=== Work task ===
In the listing that follows, the lines starting at the one containing "M2221,201l57,1 33,6 -3,24 -90,-14z" and ending at the one containing "M1152,296l8,43 -36,11 -8,-28" are to be returned exactly, both boundary lines included, and no others.

<<<<

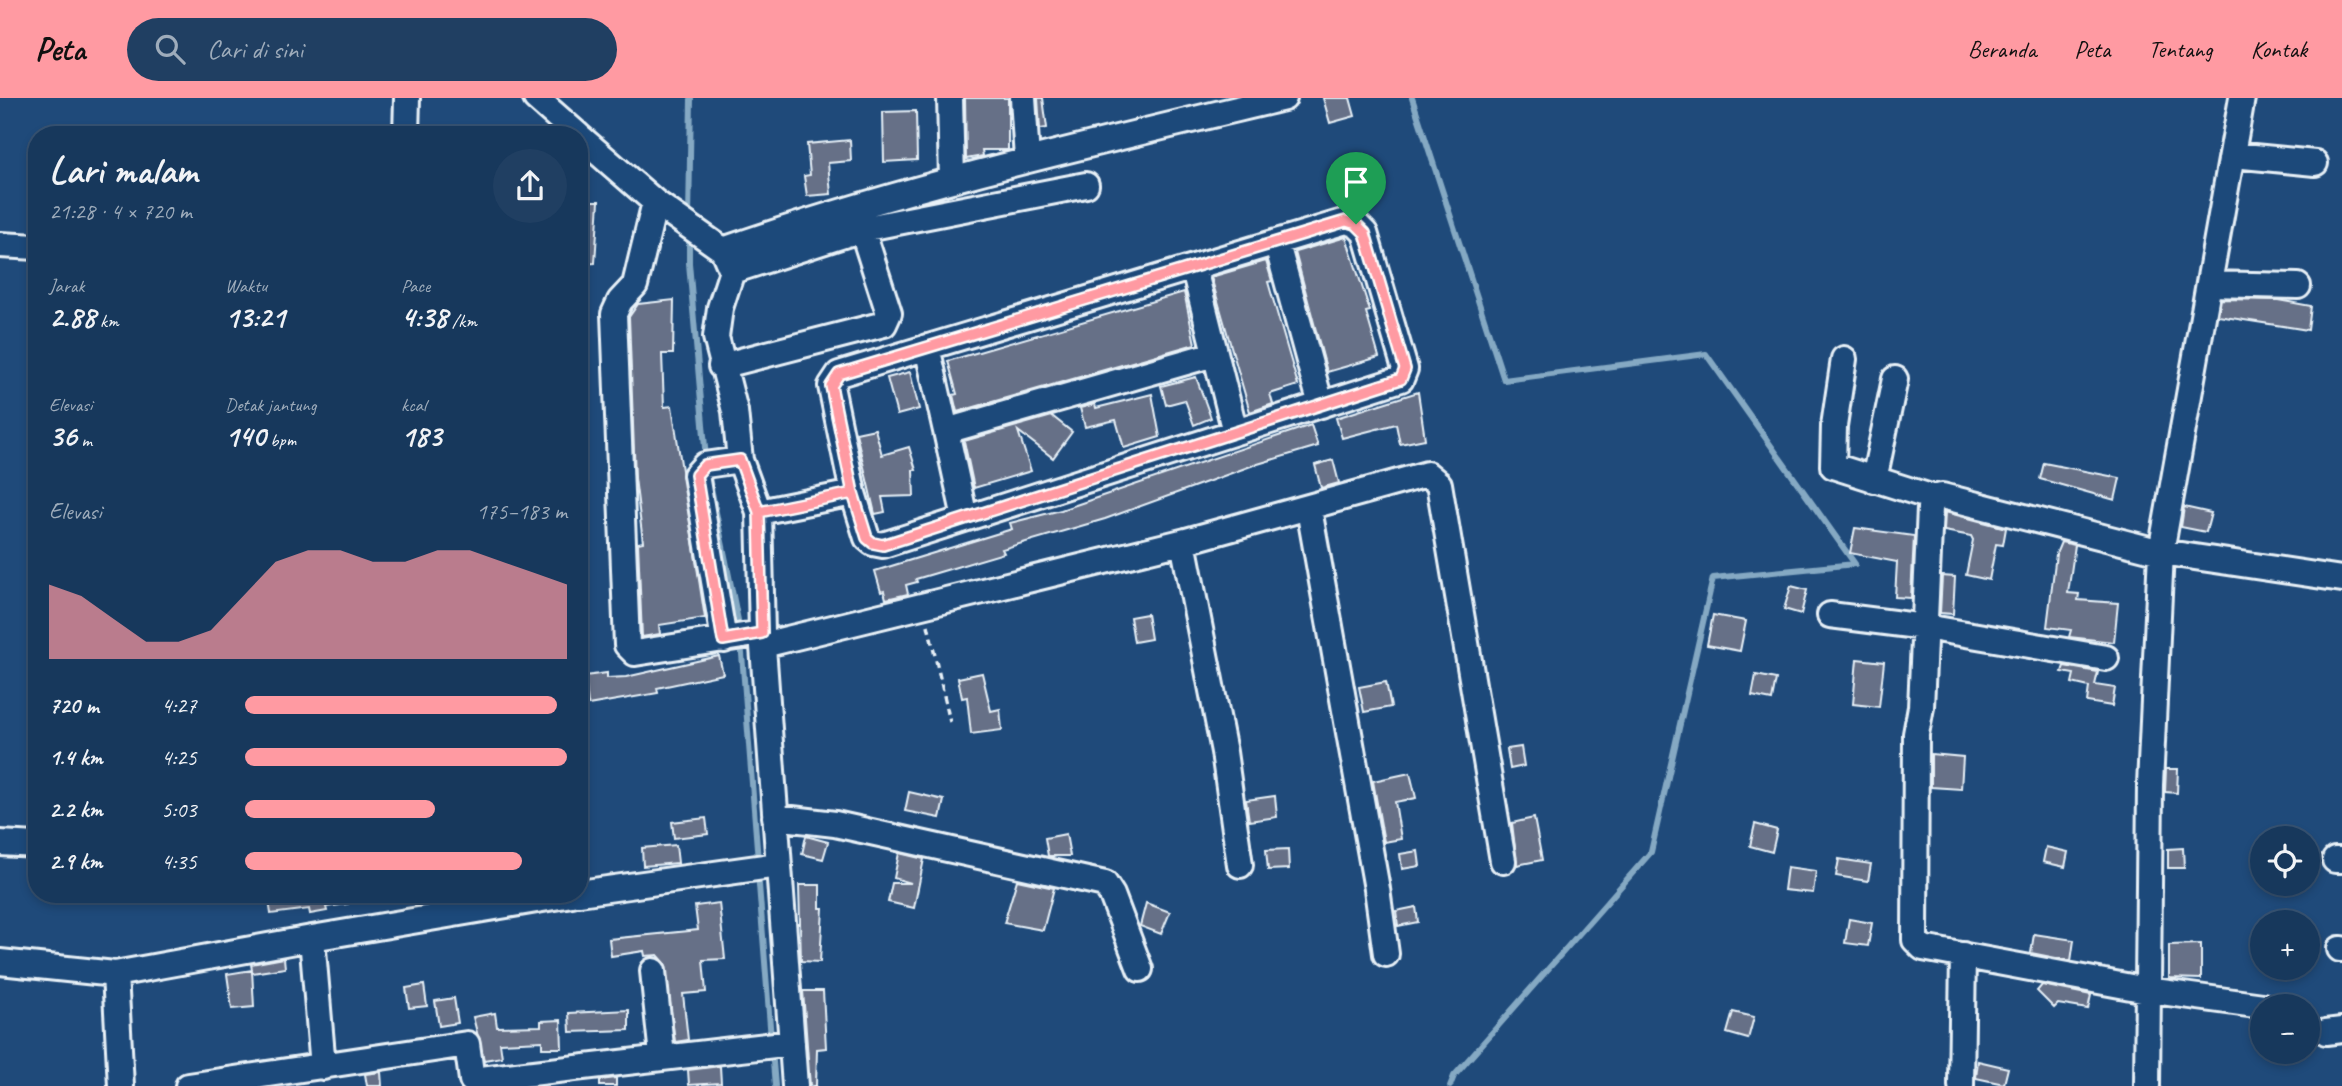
<!DOCTYPE html>
<html lang="id">
<meta charset="utf-8">
<style>
:root{--surface:#17385c;--page:#203f62;--text:#f1f3f6;--muted:#9eacbb;--line:#365272;--accent:#ff9aa2}
body{margin:0;font-family:Caveat,sans-serif;background:var(--page);color:var(--text);height:100vh;display:flex;flex-direction:column;font-size:26px;white-space:nowrap}
*{box-sizing:border-box;margin:0}
p{font-size:23px;color:var(--muted)}
.icon{flex:none;width:38px;height:38px;fill:none;stroke:currentColor;stroke-width:2;stroke-linecap:round;stroke-linejoin:round}
.map{position:relative;flex:1;overflow:hidden}
.side{position:absolute;left:28px;top:28px;width:560px;height:777px;display:flex;flex-direction:column;background:var(--surface);border-radius:28px;box-shadow:0 4px 10px #0003,0 0 0 2px var(--line)}
.side>*{flex:none}
.fabs{position:absolute;left:2250px;top:728px;display:grid;gap:14px}
.fabs a{display:grid;place-items:center;width:70px;height:70px;border-radius:50%;background:var(--surface);box-shadow:0 4px 10px #0003,0 0 0 2px var(--line);font-size:35px}
.pin{position:absolute;display:grid;place-items:center;width:60px;height:60px;color:#fff;margin:-72px -30px;border-radius:50% 50% 50% 0;rotate:-45deg;box-shadow:0 0 7px #0007}
.pin .icon{rotate:45deg}
.round{display:grid;place-items:center;flex:none;width:74px;height:74px;border-radius:37px;background:var(--page)}
.overview{display:flex;align-items:center;justify-content:space-between;height:119px;padding:0 21px}
h1{font-size:38px;font-weight:700;line-height:52px}
.figures{display:grid;grid-template-columns:repeat(3,1fr);gap:10px;height:119px;padding:7px 21px}
.figures div{display:grid;align-content:center}
.figures b{font-size:30px;font-weight:700}
.figures small{font-size:19px;font-weight:400}
.figures p{font-size:19px}
.chart{height:196px;padding:14px 21px}
.chart p{display:flex;justify-content:space-between}
.chart svg{width:100%;height:126px;margin-top:7px;fill:var(--accent);opacity:.7}
ul{padding:0 21px;list-style:none;font-size:23px}
li{display:grid;grid-template-columns:112px 84px 1fr;align-items:center;height:52px}
li i{height:18px;border-radius:9px;background:var(--accent)}
header{display:flex;align-items:center;gap:42px;box-sizing:border-box;height:98px;padding:0 35px;background:var(--accent);color:#111}
header strong{font-size:33px}
nav{display:flex;gap:38px;margin-inline-start:auto;font-size:24px}
.search{width:490px;height:63px;background:var(--page);display:flex;align-items:center;gap:18px;box-sizing:border-box;padding:0 24px;border-radius:38px;color:var(--muted);font-size:26px}
.map>svg:first-child{display:block}
.lines{fill:none;stroke-linecap:round;stroke-linejoin:round}
.stream{stroke:#85a9c3;stroke-width:6}
.building{fill:#667087;stroke:#e8f1f8;stroke-width:2}
.minor-casing{stroke:#e8f1f8;stroke-width:30}
.path{stroke:#e8f1f8;stroke-width:3.5;stroke-dasharray:7 5;stroke-linecap:butt}
.minor{stroke:#1f4a7a;stroke-width:24}
.route-casing{stroke:#fff;stroke-width:14}
.route{stroke:#ff9aa2;stroke-width:9}
</style>
<header>
<strong>Peta</strong>
<div class="search"><svg class="icon" aria-label="search" viewBox="0 0 24 24"><circle cx="10" cy="10" r="6"/><path d="M15 15l6 6"/></svg>Cari di sini</div>
<nav><a>Beranda</a><a>Peta</a><a>Tentang</a><a>Kontak</a></nav>
</header>
<div class="map">
<svg width="2342" height="988" viewBox="0 0 2342 988">
<rect width="100%" height="100%" fill="#1f4a7a"/>
<filter id="ink" filterUnits="userSpaceOnUse"><feTurbulence type="fractalNoise" baseFrequency=".0143" numOctaves="2"/><feDisplacementMap in="SourceGraphic" scale="14" xChannelSelector="R" yChannelSelector="G"/><feConvolveMatrix kernelMatrix="1 2 1 2 8 2 1 2 1" color-interpolation-filters="sRGB"/></filter>
<g filter="url(#ink)">
<g class="lines">
<path class="stream" d="M1412,0l92,282 202,-26 149,210 -142,14 -62,274 -197,224 -4,10
M689,120l2,-120
M689,134v31l17,196
M708,375l32,157
M741,543l17,220
M758,774l13,167
M772,952l3,36"/>
</g>
<path class="building" d="M965,0h43v52h-26l1,6 -17,3z
M1038,0h5l4,30 -7,1z
M1323,0h27l5,18 -25,7z
M916,13l1,49 -33,2 -1,-50z
M850,42l1,21 -23,2 3,31 -24,2 -3,-20 6,-1 -3,-31z
M1349,64l4,17 -15,3 -4,-16z
M580,103h19l-4,62 -16,1z
M1346,139l24,74 -4,1 13,45 -52,15 -32,-120z
M1266,163l6,20 -4,1 30,103 -28,9 3,10 -23,8 -39,-135z
M1184,194l11,52 -238,68 -4,-17 4,-1 -9,-33z
M2221,201l57,1 33,6 -3,24 -90,-14z
M674,202l-1,54h-11l2,53 8,-1 33,212 -46,7 1,9 -18,3 -4,-94 5,-1 -8,-64 -6,-161 9,-13z
M910,274l9,37 -22,6 -10,-37z
M1196,279l15,41 -17,7 -9,-25 -19,5 -5,-19z
M1418,294l7,47 -25,5 -4,-20 -54,14 -6,-20z
M1152,296l8,43 -36,11 -8,-28 -31,7 -5,-19 15,-4 1,4z
M1052,318l20,16 -19,26 -35,-27 13,40 -57,17 -10,-47z
M1311,327l7,21 -67,20 -146,53 -103,30 2,4 -88,26 1,3 -11,3 2,9 -22,5 -2,-8 -3,1 -6,-21 137,-42 -2,-6 51,-13z
M875,331l7,26 27,-8 7,23h-3l1,26 -32,1 3,15 -10,2 -19,-81z
M1333,362l6,23 -18,5 -6,-23z
M2044,365l76,15 -5,22 -75,-21z
M2184,409l27,6 -5,19 -25,-5z
M1945,414l61,16 -3,17 -7,-1 -7,36 -23,-5 7,-35 -2,-4 -27,-5z
M1855,430l59,8 -3,62 -16,-1 2,-35 -47,-9z
M2061,444l14,3 -7,48 11,1 -1,6 40,3 -4,39 -45,-5 2,-7 -24,-3 9,-73z
M1942,478l13,1 -2,37 -13,-1z
M1791,488l16,4 -6,24 -17,-5z
M1147,516l4,25 -17,3 -4,-25z
M1713,517l33,6 -6,30 -33,-6z
M719,558l4,18 -66,14 1,5 -70,12 -3,-29 22,-3v5l19,-1z
M1857,561l27,3 -5,45 -26,-3z
M2064,568l34,6 -3,13 20,3 -3,18 -25,-4 2,-15 -17,-4 2,-9 -12,-2z
M982,575l9,38 9,-2 2,21 -31,4 -4,-37 -5,1 -4,-20z
M1756,577l20,4 -4,21 -20,-4z
M1386,584l5,25 -27,5 -5,-25z
M1521,649l3,19 -14,3 -3,-20z
M1931,656l32,3 -2,32 -30,-2z
M2166,671h12l-1,24 -12,-1z
M1410,675l6,25 -21,4 6,37 -17,3 -11,-61z
M909,694l35,8 -4,18 -35,-7z
M1275,698l2,21 -28,4 -3,-21z
M706,720l2,16 -34,4 -2,-16z
M1534,720l8,42 -25,5 -5,-42z
M1755,726l22,6 -5,22 -22,-6z
M1066,736l4,22h-22l-3,-18z
M806,738l22,6 -5,17 -21,-5z
M676,747l2,18 -35,3 -1,-18z
M2046,749l22,5 -3,15 -22,-5z
M2183,750l1,20h-16v-19z
M1288,751l1,20 -21,1 -2,-20z
M1418,753l2,15 -18,3 -2,-15z
M899,755l25,6 -10,49 -26,-6 4,-19h19l-17,-5z
M1839,761l32,5 -3,17 -32,-5z
M1787,769l29,4 -3,22 -29,-3z
M1017,782l37,8 -11,42 -39,-7z
M799,787h21v23h3l-3,54 -19,-1z
M268,796h80v10l-22,3 1,4 -17,3 -1,-5 -38,5z
M719,805l6,56 -22,1 3,32 -23,2 5,46 -13,2 -10,-79 -7,-8 -13,1 -1,-5 -33,5 -2,-17 89,-9 -3,-24z
M1146,805l24,9 -9,22 -21,-8z
M1416,809l2,15 -20,4 -2,-15z
M1849,821l23,4 -4,23 -23,-3z
M2034,836l40,6 -3,21 -40,-8z
M2201,846v35l-32,-1v-33z
M284,860l1,10 -33,5v-3l2,37 -22,2 -5,-35 25,-4 -1,-6z
M424,887l3,21 -18,2 -3,-20z
M2042,887l49,10 -3,14 -30,-5 -4,4 -17,-17z
M803,893h20l3,57 -9,1 -1,37h-6z
M454,900l4,25 -19,3 -4,-25z
M629,912v20l-59,2 -1,-19z
M1733,914l21,5 -6,22 -21,-6z
M495,915l2,14 44,-1v-5l20,-1 1,28h-20v-7l-42,2 2,14 -18,3 -11,-43z
M1978,963l30,7 -4,16 -28,-6z
M720,968l1,17 -32,2 -1,-15z
M381,974l1,14h-15l-2,-12z
M616,980v8h-16v-6z"/>
<g class="lines">
<g class="minor-casing">
<path id="minor" d="M536,0l42,37
M950,0l2,82
M1023,0l4,61
M406,37l1,-37
M579,38l76,66 68,48
M2233,57l82,8
M655,104l-20,83 -15,16 -6,13 13,331 8,8 127,-20
M1277,146l44,161
M0,147l37,2
M1194,171l41,163
M732,173l130,-42 224,-44
M2209,186l89,2
M927,249l19,84
M1844,261l-10,67 -1,40 101,32
M721,268l163,-42 5,-11 -27,-84
M1874,382l21,-101
M1309,411l68,380 9,65
M759,414l94,-19 14,45 6,5 10,2 518,-166 4,-10 -40,-136 -9,-9 -10,-3 -507,153 -8,12 22,107
M965,420l-19,-87 268,-77
M1183,444l41,210 16,113
M1830,517l95,12 181,31
M724,542l-28,-165 9,-10 35,-5
M763,547l423,-104 241,-67 12,10 64,377
M775,719l60,7 270,60 7,11 28,74
M0,745l37,2
M2335,762h7
M579,795l199,-28
M312,840l260,-44
M2340,851h2
M0,864l115,12 197,-36 11,129
M653,873l9,85
M115,876l6,112
M2263,908l-116,-16 -224,-42 -8,-8 1,-206 5,-27 9,-199 4,-10 8,-2 219,56 181,27
M2326,934l16,-2
M188,988l279,-42 5,36 320,-37
M795,988l-33,-453 -3,-121 -19,-52 -5,-49 -19,-74 4,-29 12,-37 -9,-21c183,-64 372,-107 561,-152
M1961,988l2,-131
M2147,988l3,-301 11,-233 81,-454"/>
</g>
<path class="path" d="M928,527l22,97"/>
<use href="#minor" class="minor"/>
</g>
</g>
<g class="lines" filter="url(#ink)">
<g class="route-casing">
<path id="route" d="M1356,126l-10,-3 -507,153 -8,12 22,107 -94,19 -19,-52 -35,5 -9,10 27,165 39,-7 -3,-121 94,-19 14,45 6,5 10,2 518,-166 4,-10 -40,-136 -9,-9"/>
</g>
<use href="#route" class="route"/>
</g>
</svg>
<div class="fabs">
<a><svg class="icon" aria-label="locate" viewBox="0 0 24 24"><circle cx="12" cy="12" r="6"/><path d="M12 2v4M12 18v4M2 12h4M18 12h4"/></svg></a>
<a>+</a>
<a>−</a>
</div>
<div class="pin" style="left:1356px;top:126px;background:#1e9e55"><svg class="icon" aria-label="arrive" viewBox="0 0 24 24"><path d="M6 21V4h12l-3 4 3 4H6"/></svg></div>
<section class="side">
<div class="overview"><div><h1>Lari malam</h1><p>21:28 · 4 × 720 m</p></div><a class="round"><svg class="icon" aria-label="share" viewBox="0 0 24 24"><path d="M12 15V3M7 8l5-5 5 5M5 13v7h14v-7"/></svg></a></div>
<div class="figures">
<div><p>Jarak</p><b>2.88<small> km</small></b></div>
<div><p>Waktu</p><b>13:21</b></div>
<div><p>Pace</p><b>4:38<small> /km</small></b></div>
</div>
<div class="figures">
<div><p>Elevasi</p><b>36<small> m</small></b></div>
<div><p>Detak jantung</p><b>140<small> bpm</small></b></div>
<div><p>kcal</p><b>183</b></div>
</div>
<div class="chart"><p><span>Elevasi</span>175–183 m</p>
<svg viewBox="0 0 160 44" preserveAspectRatio="none"><path d="M0 44V18L10 22L20 30L30 38L40 38L50 34L60 22L70 10L80 6L90 6L100 10L110 10L120 6L130 6L140 10L150 14L160 18V44z"/></svg>
</div>
<ul>
<li><b>720 m</b>4:27<i style="width:97%"></i></li>
<li><b>1.4 km</b>4:25<i style="width:100%"></i></li>
<li><b>2.2 km</b>5:03<i style="width:59%"></i></li>
<li><b>2.9 km</b>4:35<i style="width:86%"></i></li>
</ul>
</section>
</div>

>>>>

=== Written response ===
M2221,201l57,1 33,6 -3,24 -90,-14z
M674,202l-1,54h-11l2,53 8,-1 33,212 -46,7 1,9 -18,3 -4,-94 5,-1 -8,-64 -6,-161 9,-13z
M910,274l9,37 -22,6 -10,-37z
M1196,279l15,41 -17,7 -9,-25 -19,5 -5,-19z
M1418,294l7,47 -25,5 -4,-20 -54,14 -6,-20z
M1152,296l8,43 -36,11 -8,-28 -31,7 -5,-19 15,-4 1,4z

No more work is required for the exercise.